Am I overly pessimistic? At least, I am not alone.

As H. Kirchsteiger summarized in the recent “Prediction Methods for Blood Glucose Concentration” (note: some of the book chapters are way too hard for me to understand fully)

“Unfortunately, in spite of 40 years of research, the results of this “artificial” or “virtual pancreas” are still not there where they should be and simple safety rules –e.g., avoiding insulin infusion during or near to hypoglycemia- seem to be able to offer the largest parts of the benefits of closed loop control in a much simpler way as well”

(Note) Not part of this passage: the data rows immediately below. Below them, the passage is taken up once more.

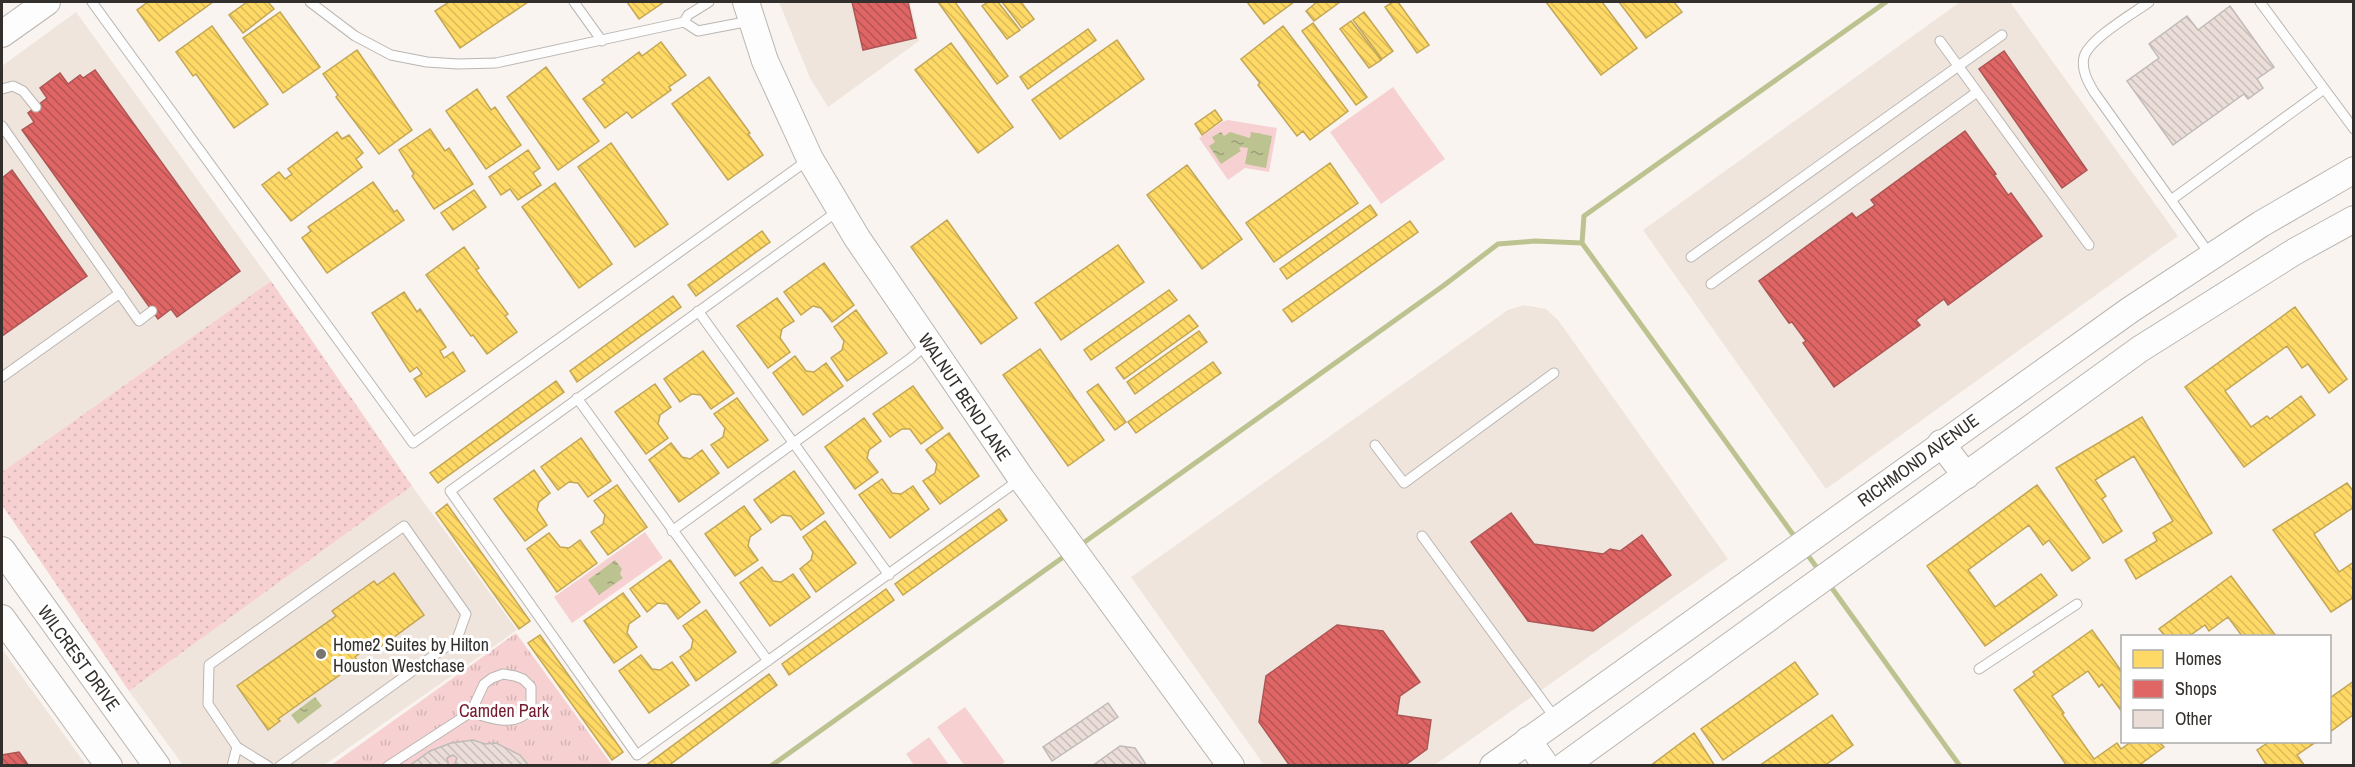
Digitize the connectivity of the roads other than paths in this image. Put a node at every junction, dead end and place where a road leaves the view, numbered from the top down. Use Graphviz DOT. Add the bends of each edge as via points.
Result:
graph roads {
  1 [pos="47,2"];
  2 [pos="92,2"];
  3 [pos="310,2"];
  4 [pos="574,2"];
  5 [pos="709,2"];
  6 [pos="2149,2"];
  7 [pos="2260,2"];
  8 [pos="749,11"];
  9 [pos="684,22"];
  10 [pos="2,34"];
  11 [pos="2002,35"];
  12 [pos="602,41"];
  13 [pos="1940,41"];
  14 [pos="1958,66"];
  15 [pos="2,89"];
  16 [pos="2324,89"];
  17 [pos="1977,92"];
  18 [pos="36,107"];
  19 [pos="2,126"];
  20 [pos="2354,129"];
  21 [pos="810,159"];
  22 [pos="2354,170"];
  23 [pos="2171,200"];
  24 [pos="840,210"];
  25 [pos="2354,219"];
  26 [pos="2089,245"];
  27 [pos="2211,255"];
  28 [pos="1691,257"];
  29 [pos="1711,284"];
  30 [pos="120,293"];
  31 [pos="2130,310"];
  32 [pos="153,311"];
  33 [pos="698,311"];
  34 [pos="929,342"];
  35 [pos="2140,349"];
  36 [pos="1554,373"];
  37 [pos="2,377"];
  38 [pos="577,398"];
  39 [pos="794,441"];
  40 [pos="1941,443"];
  41 [pos="1375,445"];
  42 [pos="1966,476"];
  43 [pos="1021,478"];
  44 [pos="672,531"];
  45 [pos="1422,536"];
  46 [pos="2,550"];
  47 [pos="889,575"];
  48 [pos="39,603"];
  49 [pos="2077,604"];
  50 [pos="3,624"];
  51 [pos="768,661"];
  52 [pos="1979,669"];
  53 [pos="471,712"];
  54 [pos="1557,720"];
  55 [pos="1528,740"];
  56 [pos="237,747"];
  57 [pos="109,765"];
  58 [pos="157,765"];
  59 [pos="232,765"];
  60 [pos="268,765"];
  61 [pos="280,765"];
  62 [pos="388,765"];
  63 [pos="1231,765"];
  64 [pos="1493,765"];
  65 [pos="1546,765"];
  66 [pos="1564,765"];
  1 -- 10 [label="main road"];
  2 -- 21 [label="lane" via="413,443"];
  3 -- 12 [label="lane" via="348,31 391,55 427,62 496,63"];
  4 -- 12 [label="lane"];
  5 -- 9 [label="lane"];
  6 -- 23 [label="lane" via="2094,43 2085,56 2084,69 2094,92"];
  7 -- 16 [label="lane"];
  8 -- 9 [label="lane" via="698,31"];
  8 -- 21 [label="main road, WALNUT BEND LANE" via="765,61"];
  9 -- 12 [label="lane"];
  11 -- 14 [label="lane"];
  13 -- 14 [label="lane"];
  14 -- 17 [label="lane"];
  14 -- 28 [label="lane"];
  15 -- 18 [label="lane" via="13,86"];
  16 -- 20 [label="lane"];
  16 -- 23 [label="lane"];
  17 -- 26 [label="lane"];
  17 -- 29 [label="lane"];
  19 -- 30 [label="lane"];
  21 -- 24 [label="main road, WALNUT BEND LANE"];
  22 -- 27 [label="main road, RICHMOND AVENUE"];
  23 -- 27 [label="lane"];
  24 -- 33 [label="lane"];
  24 -- 34 [label="main road, WALNUT BEND LANE"];
  25 -- 35 [label="main road"];
  27 -- 31 [label="main road, RICHMOND AVENUE"];
  30 -- 32 [label="lane" via="139,321"];
  30 -- 37 [label="lane"];
  31 -- 35 [label="main road"];
  31 -- 40 [label="main road, RICHMOND AVENUE"];
  33 -- 38 [label="lane"];
  33 -- 39 [label="lane"];
  34 -- 39 [label="lane"];
  34 -- 43 [label="main road, WALNUT BEND LANE"];
  35 -- 42 [label="main road"];
  36 -- 41 [label="lane" via="1404,483"];
  38 -- 44 [label="lane"];
  38 -- 51 [label="lane" via="450,491 637,755"];
  39 -- 44 [label="lane"];
  39 -- 47 [label="lane"];
  40 -- 42 [label="main road"];
  40 -- 54 [label="main road, RICHMOND AVENUE"];
  42 -- 66 [label="main road"];
  43 -- 47 [label="lane"];
  43 -- 63 [label="main road, WALNUT BEND LANE"];
  44 -- 51 [label="lane"];
  45 -- 54 [label="lane"];
  46 -- 48 [label="main road, WILCREST DRIVE"];
  47 -- 51 [label="lane"];
  48 -- 50 [label="main road"];
  48 -- 58 [label="main road, WILCREST DRIVE"];
  49 -- 52 [label="lane"];
  50 -- 57 [label="main road"];
  53 -- 53 [label="lane" via="484,684 492,678 503,674 515,676 531,687 531,709 518,719 508,721"];
  53 -- 62 [label="lane"];
  54 -- 55 [label="main road, RICHMOND AVENUE"];
  55 -- 64 [label="main road, RICHMOND AVENUE"];
  55 -- 65 [label="main road"];
  56 -- 59 [label="lane"];
  56 -- 60 [label="lane"];
  56 -- 61 [label="lane" via="208,704 209,665 404,526 466,614 457,639"];
}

That is, in a way, a confession. The kind of confession you only can make behind semi closed doors, to an audience that knows that you are correct. Maybe a low glucose threshold suspend is all we need after all. Maybe the comparatively unsophisticated DIYPS will match the fancy research results.


Risks
One other aspect I’d like to address is the issue and perception of risk. It can be summarized, in the average patient opinion, by this statement.

“My CGM was off by 80 points this morning! How could I ever trust an AP relying on crappy data”.

Rest assured that CGM off by 80 points do piss AP researchers tremendously as well. However, those guys are not stupid. They don’t treat CGM values as  gospel. Fighting on their side are many mathematical tools that can give them a good idea of the trustworthiness of what the CGM reports. Is the signal of the sensor noisy? Does what the sensor reports diverge too much from what the model (!) or the recent past situation indicates? Are we in presence of a known issue such as a severe compression? Is what we are seeing even remotely physiologically possible? Etc…
There’s also the notion of the potential “cost” of a decision. Not the financial cost – although it could be if their company is sued in a wrongful death. Not, strictly speaking, “cost” as it is defined in the theory of control system (although it is related), but the potential clinical cost or risk of a wrong decision.

How costly is a decision? Failing to predict that your BG will reach 300 and “only” correcting for 200 carries a small health cost. Failing to predict that an 80 is heading to 56 potentially has a huge cost. The risk associated with a decision has a tremendous impact on whether that decision is taken or not taken. That extreme risk aversion explains why all current clinical tests seem to converge around the same values. It is also the demonstration that the current approaches are nowhere where we hoped they would be in 2016.

In fact, I am willing to bet that, if we had held a referendum asking people what their “safest” value is, regardless of other concerns, it would have been in the 140 to 160 range.
In short, there are real risks: an AP can go on the wrong path. Just like a pump can clog. But rest assured that most, if not all teams, have the simple cases covered and a wide safety margin.

Final Words
I fell obliged to mention that I am aware that some of the artificial pancreas teams have made public claims of better results (but not published results or launched clinical trials). While I do not doubt the integrity of people who made those claims, their sample population is obviously extremely biased: people who have access to either the open source artificial pancreas or pre clinical trial models are, without any doubt, at the very top of the pyramid of diabetes management abilities. It remains to be seen if those mouth watering claims can be replicated in an average population.